A haunted boarding school, a mysterious mirror, and a legendary spectre are the calling cards of this gothic ghost tale. Queen of Spades: The Looking Glass is a showcase for Russian horror; a lavish and haunting production. This showing at the Popcorn Frights Film Festival is the North American debut for this film, a rare opportunity for American audiences to see this on the big screen.

Villains (USA)
Dir. Dan Berk & Robert Olsen

Horror vets Maika Monroe (It Follows) and Bill Skarsgård (It) star in this failed burglary dark horror-comedy, where they break into a seemingly innocuous home and get much more than they bargained for. Jeffery Donovan and Kyra Sedgewick play the charming/creepy couple who have dark secrets behind their placid suburban facades. Popcorn Frights hails this as the perfect mix of Don’t Breathe, Raising Arizona, The People Under the Stairs and Twin Peaks.

Satanic Panic (USA)
Dir. Chelsea Stardust

Satanic Panic is a breezy and bloody summer horror offering from FANGORIA, who in their second film effort has delivered a rollicking and wicked fun cult film. Sam (Haley Griffith) is a struggling musician who has taken to delivering pizzas to make ends meet and is unfortunate enough to have to make a delivery to a Satanic cult gathering. The cult figures out that she is the perfect virgin sacrifice for their needs and the chase is on to capture her before the stars aren’t right anymore. Some real comedy gold, and good old-fashioned practical gore effects that FANGORIA is known for. Ah, Satanic rituals, good times that!

Porno (USA)
Dir. Keola Racela

A bunch of teenage Christian cinema employees watch a forbidden film and find themselves pursued by a succubus looking to lure, seduce, and destroy her prey in this raunchy horror-comedy. Let that be a lesson to anyone who proceeds to watch a movie titled Porno! (Ha! That might be you!) This was a surprise hit at the Overlook film festival, and for those of you not easily offended, will be a must-see at Popcorn Frights.

The Sonata (Latvia)
Dir. David Malcolm

Gothic Horror meets Lovecraftian themes in this Pan-European production. Echoes of The Music of Erich Zann and The King in Yellow where music plays a key role in summoning inexplicable horror. A young virtuoso violinist, Rose (Freya Tingley), inherits a creepy mansion from her long lost composer father, where she discovers her father’s final work, a cryptic composition full of mysterious symbols. As she learns the piece, she begins to unlock cosmic dark forces. Plus, Rutger Hauer is in it! How can you resist that?
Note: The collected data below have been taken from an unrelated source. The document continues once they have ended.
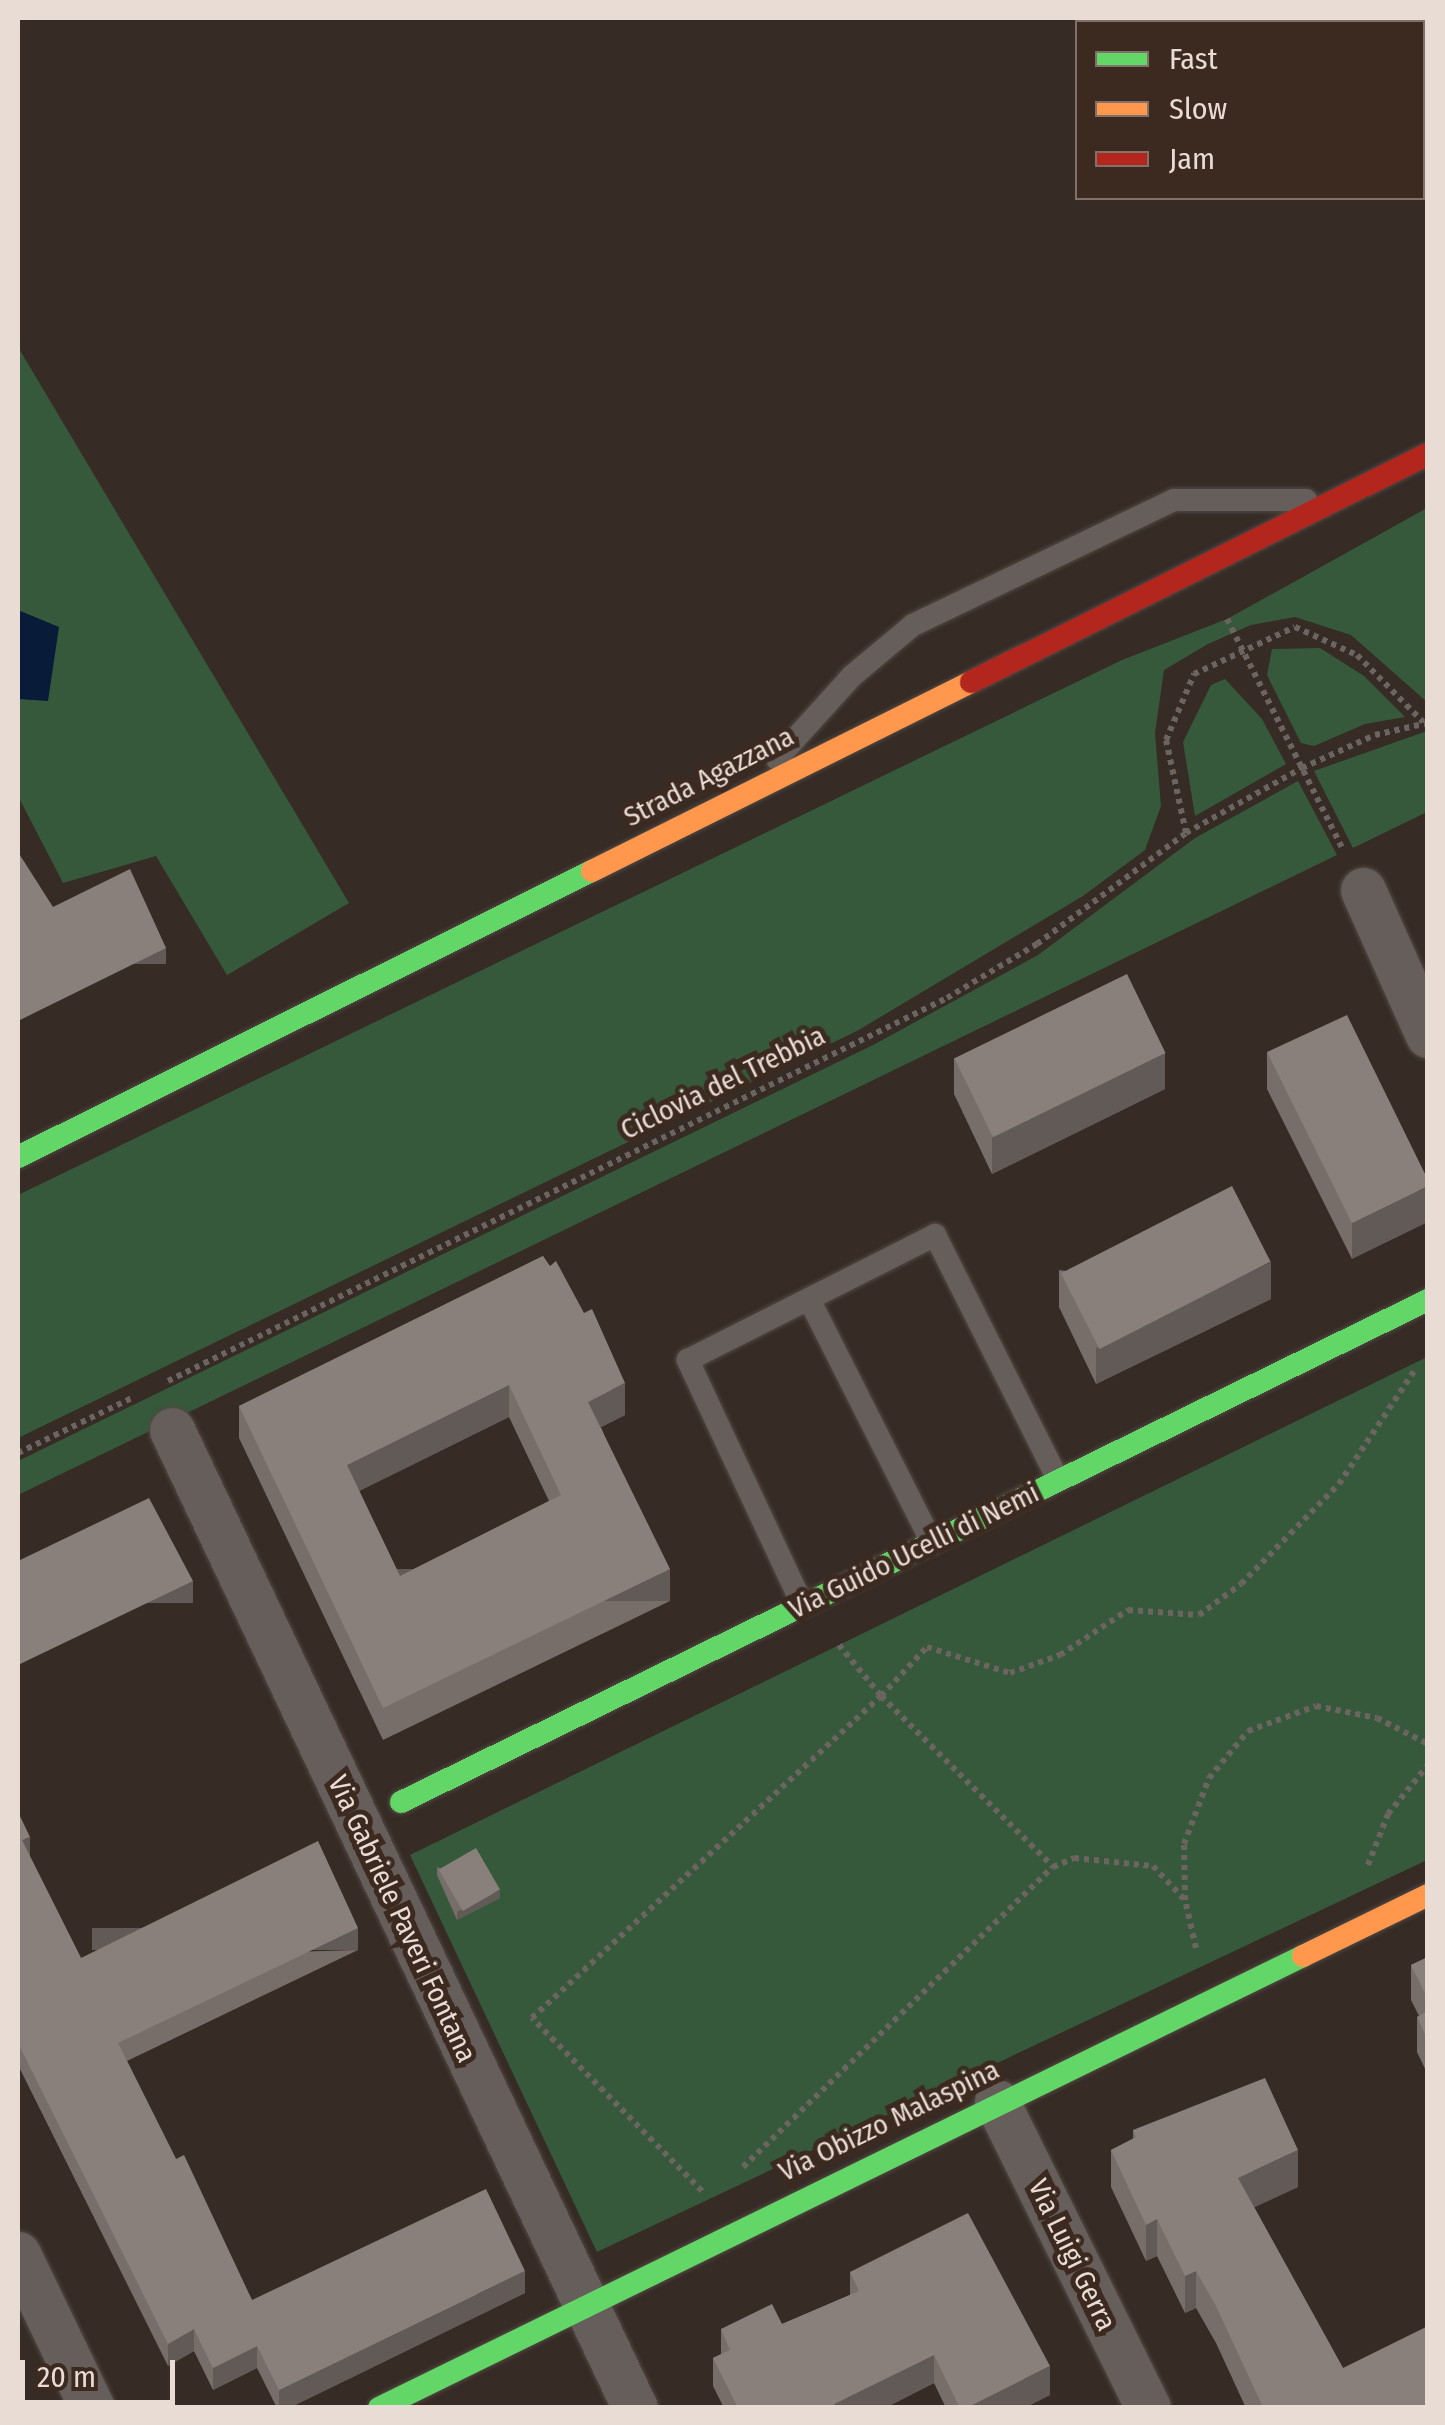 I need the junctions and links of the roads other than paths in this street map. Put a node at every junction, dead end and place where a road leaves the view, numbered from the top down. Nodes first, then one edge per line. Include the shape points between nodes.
1 (1428, 454) edge
2 (1333, 502) junction
3 (748, 791) junction
4 (1363, 890) road end
5 (1428, 1035) edge
6 (18, 1156) edge
7 (810, 1299) junction
8 (1428, 1300) edge
9 (172, 1430) dead end
10 (1058, 1480) junction
11 (932, 1542) junction
12 (803, 1606) junction
13 (400, 1802) dead end
14 (1428, 1895) edge
15 (996, 2102) junction
16 (18, 2254) edge
17 (584, 2304) junction
18 (92, 2408) edge
19 (379, 2408) edge
20 (634, 2408) edge
21 (1148, 2408) edge

1 - 2 street, Strada Agazzana
2 - 3 street, Strada Agazzana
2 - 3 lane via 1174,500 913,625 852,676
3 - 6 street, Strada Agazzana
4 - 5 street
7 - 10 lane via 936,1235
7 - 11 lane
7 - 12 lane via 688,1360
8 - 10 street, Via Guido Ucelli di Nemi
9 - 17 street, Via Gabriele Paveri Fontana
10 - 11 street, Via Guido Ucelli di Nemi
11 - 12 street, Via Guido Ucelli di Nemi
12 - 13 street, Via Guido Ucelli di Nemi
14 - 15 street, Via Obizzo Malaspina
15 - 17 street, Via Obizzo Malaspina
15 - 21 street, Via Luigi Gerra
16 - 18 street
17 - 19 street, Via Obizzo Malaspina
17 - 20 street, Via Gabriele Paveri Fontana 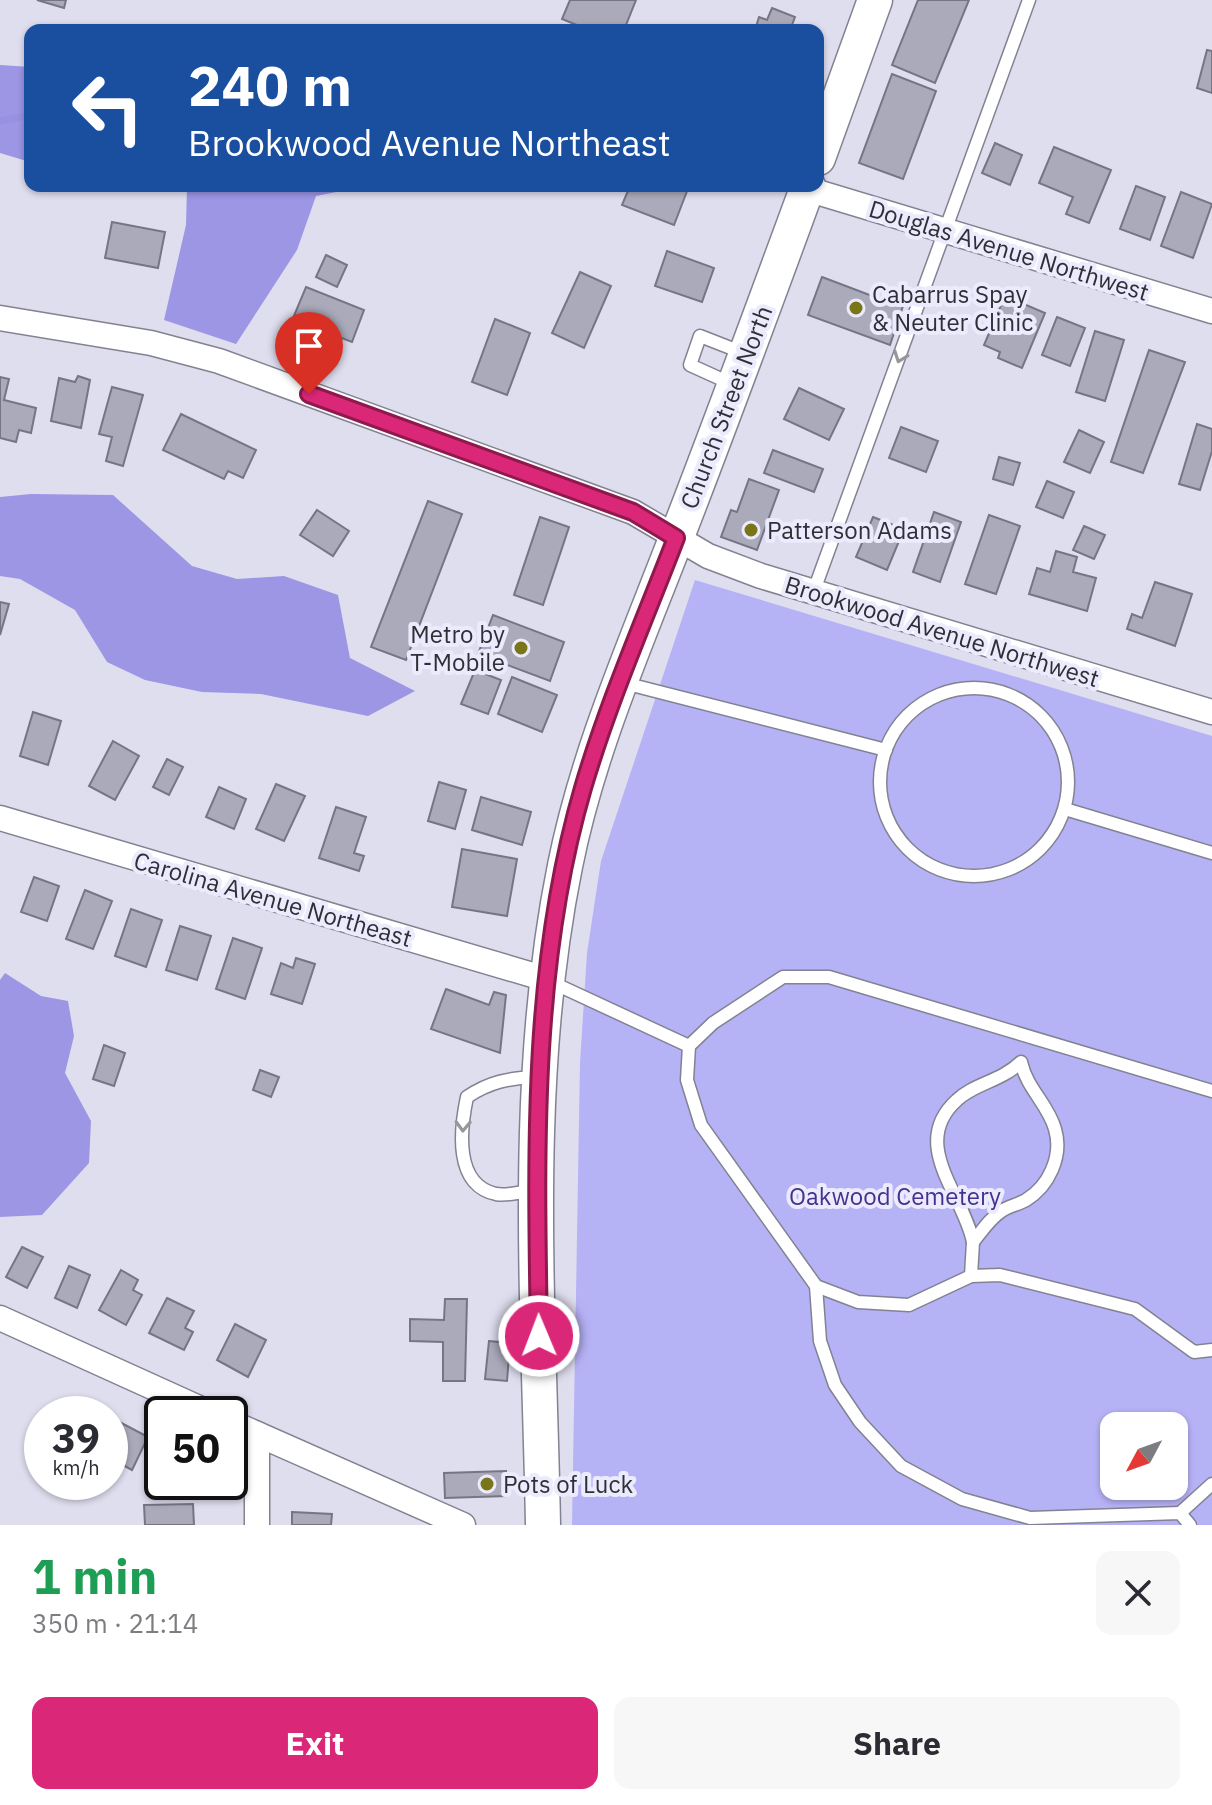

The Scariest Things once again would like to convince all of our readers to consider supporting horror film festivals, particularly if they are within easy driving range. These productions are heavily curated, as Popcorn Frights received over 1000 entries (How they managed to review them all is beyond me!) and have picked out the very best for your enjoyment. There are twelve other feature films, plus a bevy of short films, and the Popcorn Frights’ specialty, the 100% Pure Fresh Squeezed Florida Horror that celebrates Florida’s horror filmmaking every year.

So all of you in Florida, this is a great chance to catch a LOT of great horror movies, and for the rest of you, maybe a vacation is in order! Beach by day, horror by night! Fun, right?